2009-09-08 - Go Aks Alice the movie is good, but not as good as the book. I have a 12 year old sister that I let read the book then watch the movie. I am hoping that reading the book then watching the movie will be an eye opener for like it was in the 70s. If you loved the book and not yet have watched the movie it is worth the buy. If you have watched the movie Go Ask Alice then you must read the book. The book gives more into what was really going on with Alice.
Really bad transfer of a 70's classic 
2009-07-20 - It was great to see this vintage film from my childhood. Sadly, the transfer quality is awful. The DVD looks like it was mastered from a Beta-max home video copy discovered under a rabbit hutch.
I wasn't expecting an HD experience from a made for TV film 30 years old but it was pretty darn bad.
Almost Laughable 
2009-06-25 - First, the book originally portrayed itself as being the true diary of a young girl who got into drugs. Turned out it wasn't true at all. It was a bunch of adults who decided this is the way they'd get their message of "drugs are bad for you" across to the youngsters. However, no one writes in their diaries in that sort of language. You scribble stuff like "I HATE MY MOTHER" or "why doesn't anyone want me?" Youngster keeping a diary wouldn't use the vocabulary in the diary and they wouldn't even write in complete sentences or with an eye/ear to what that audience will preceive because the diarist is writing to herself and she already knows what's going on. How anyone could believe this was ever written by a lonely, misfit teenager shows just how out of tune adults are. Some of the descriptions of the drug experiences were inaccurate. And this is only the book.
The movie was totally unrealistic and unbelievable. The girl diarist was supposedly so unattractive no one would even talk to her--but the actress playing the part was quite pretty and should have been at least normally popular, even if she was a bit shy. That made no sense (they should have picked a less attractive actress). I know the intention of both the book and the movie was to be morality play to enlighten teenagers but I find this story on a par with Reefer Madness--more a cultist classic because of the phoniness of it all.
Poor quality of recording 
2009-04-24 - I ordered the book for my English class. Unfortunately there are no subtitles available and the video quality is also poor. Nevertheless it is a good film for kids who have already read the book.

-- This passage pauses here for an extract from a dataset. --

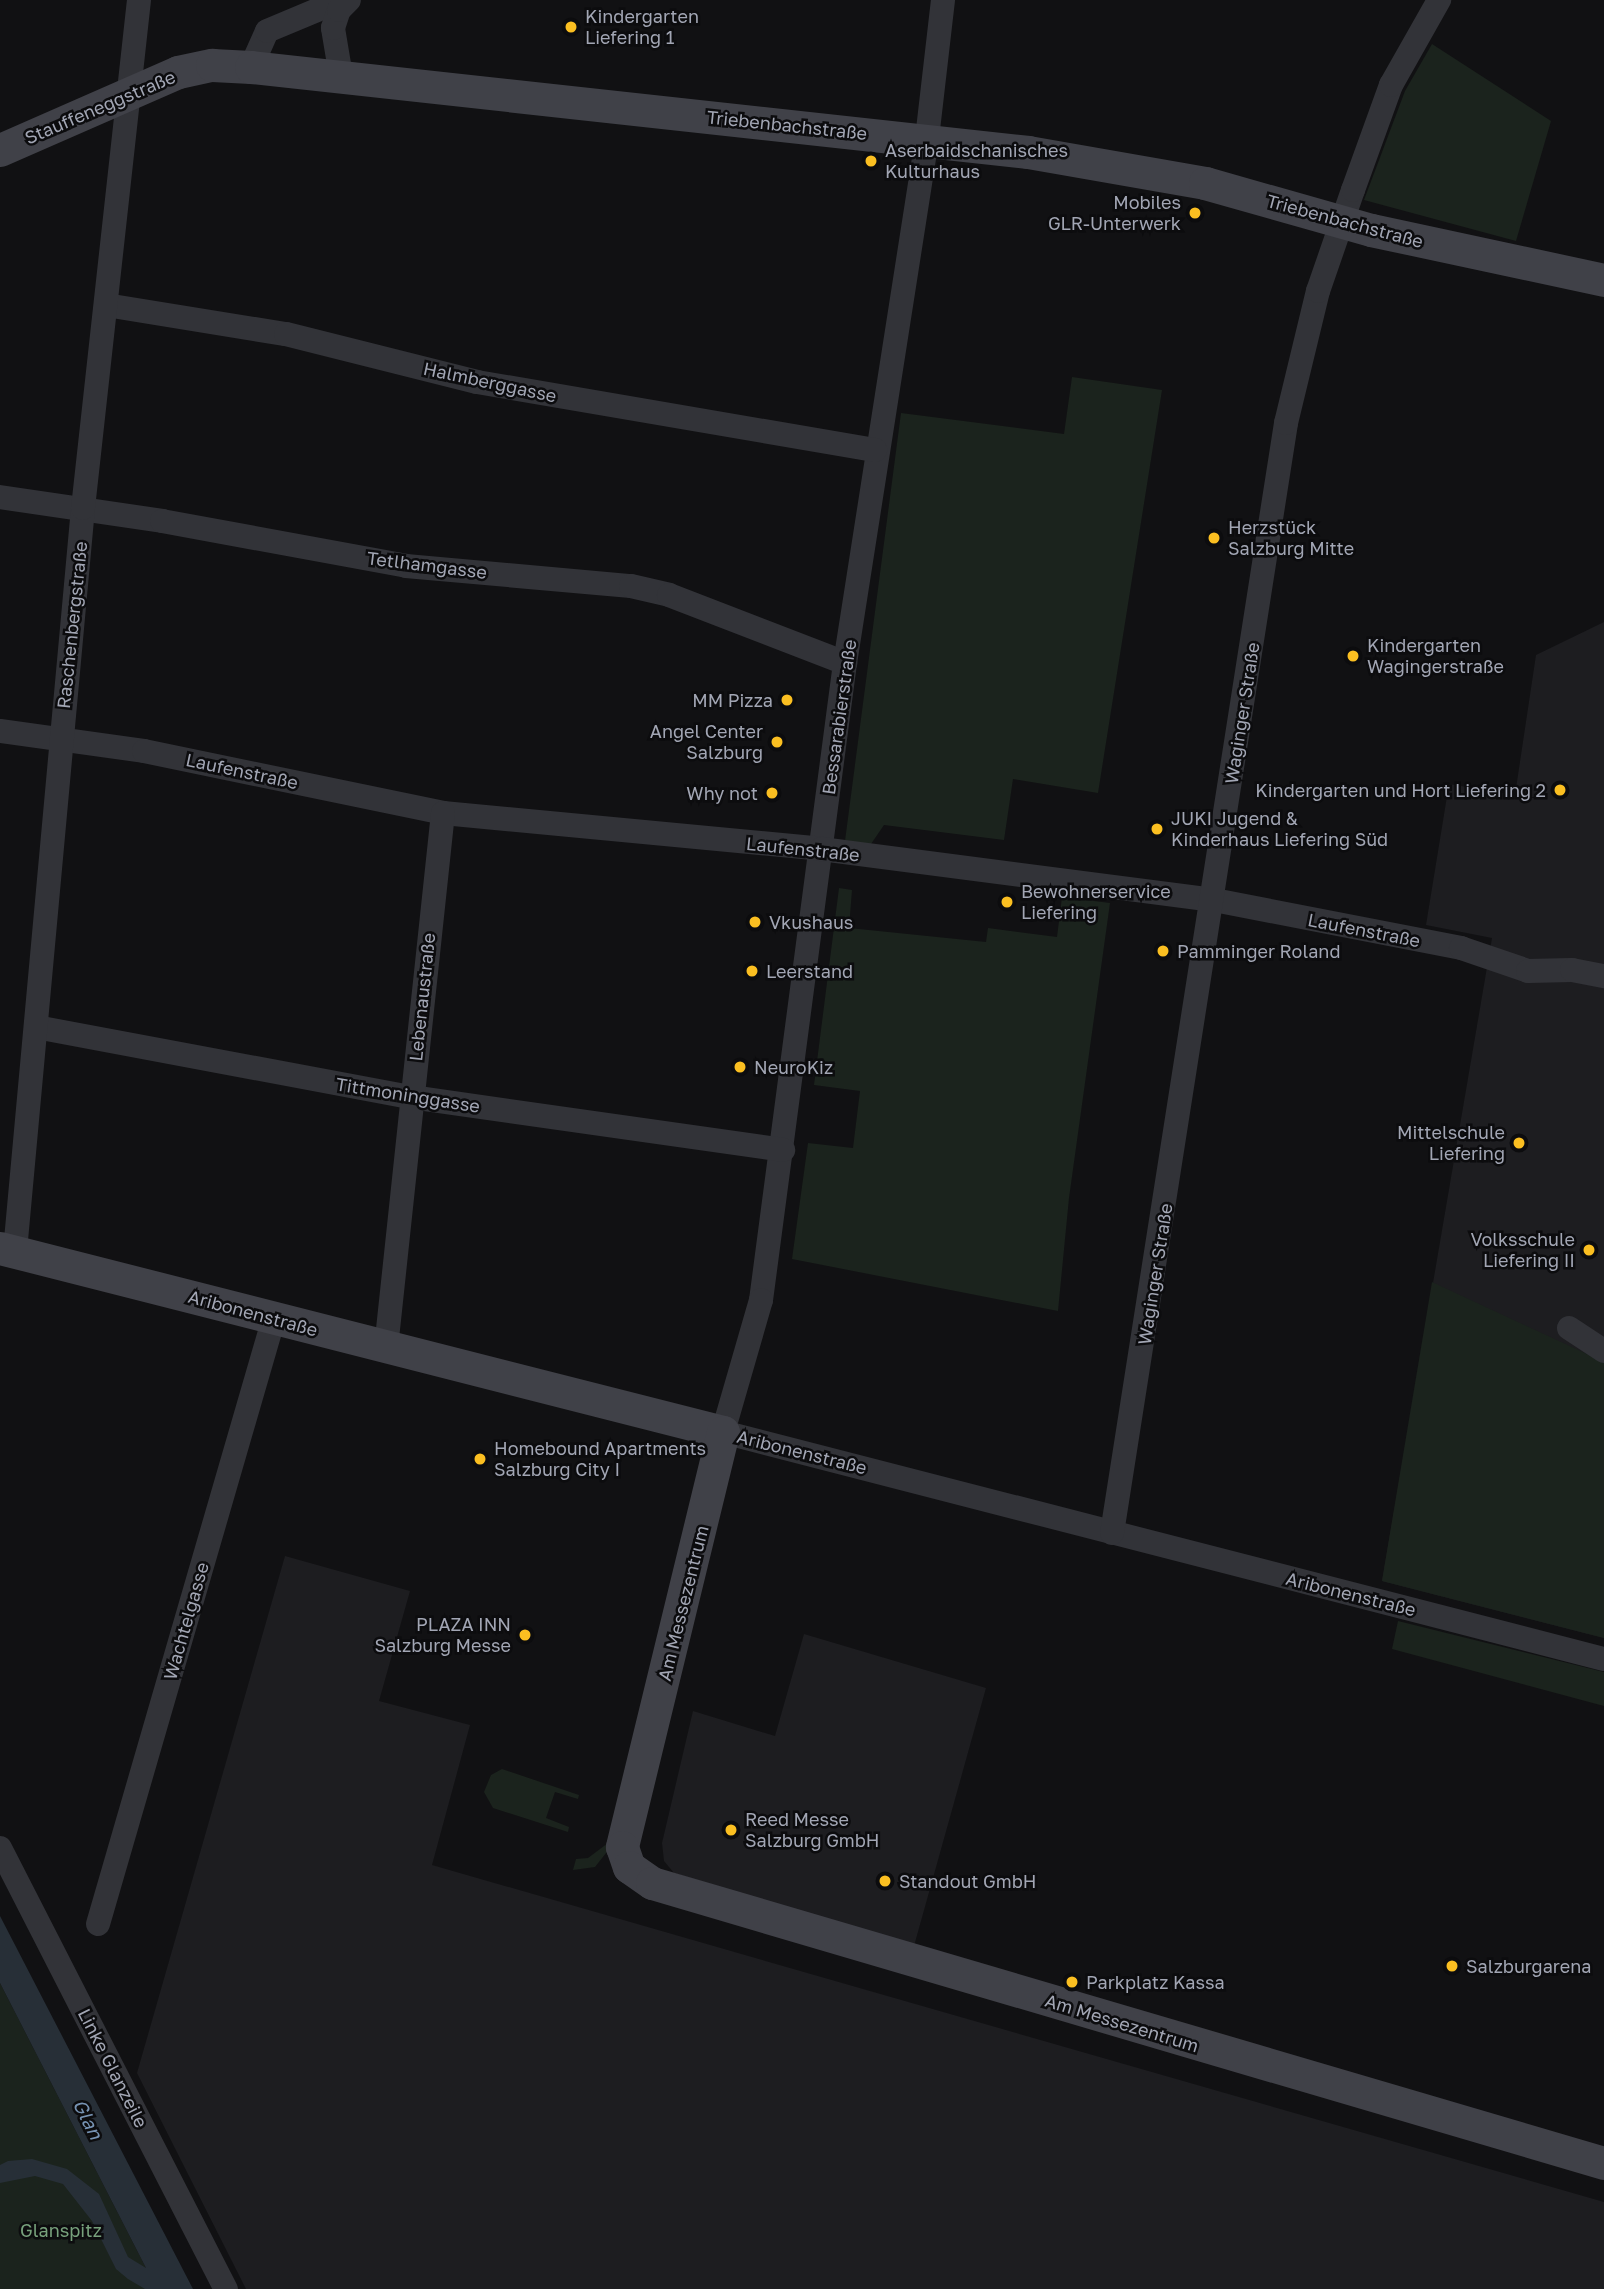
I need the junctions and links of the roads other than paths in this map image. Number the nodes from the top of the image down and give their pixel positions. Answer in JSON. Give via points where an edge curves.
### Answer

Still packs a punch after all these years 
2009-02-09 - The book made a powerful statement in 1973 when I was 11. I had already read it (which scared the @#$%^ out of me for life) and putting a visual on those scenes haunted my imagination. The film might be laughable 35 years later, considering all the advances in acting and film, but the message is still clear. We thought it was a true story, but whether it is or not, the book packs a serious punch. I know it kept me (and the gang of girls I ran with) straight throughout my teens(in those raucous 70s!). I have students who are reading it now in a Banned Book unit. I still think it should be required reading-its message saved my life every time I was offered weed, speed, coke or one too many drinks. And Grace Slick's song still rings in my ears....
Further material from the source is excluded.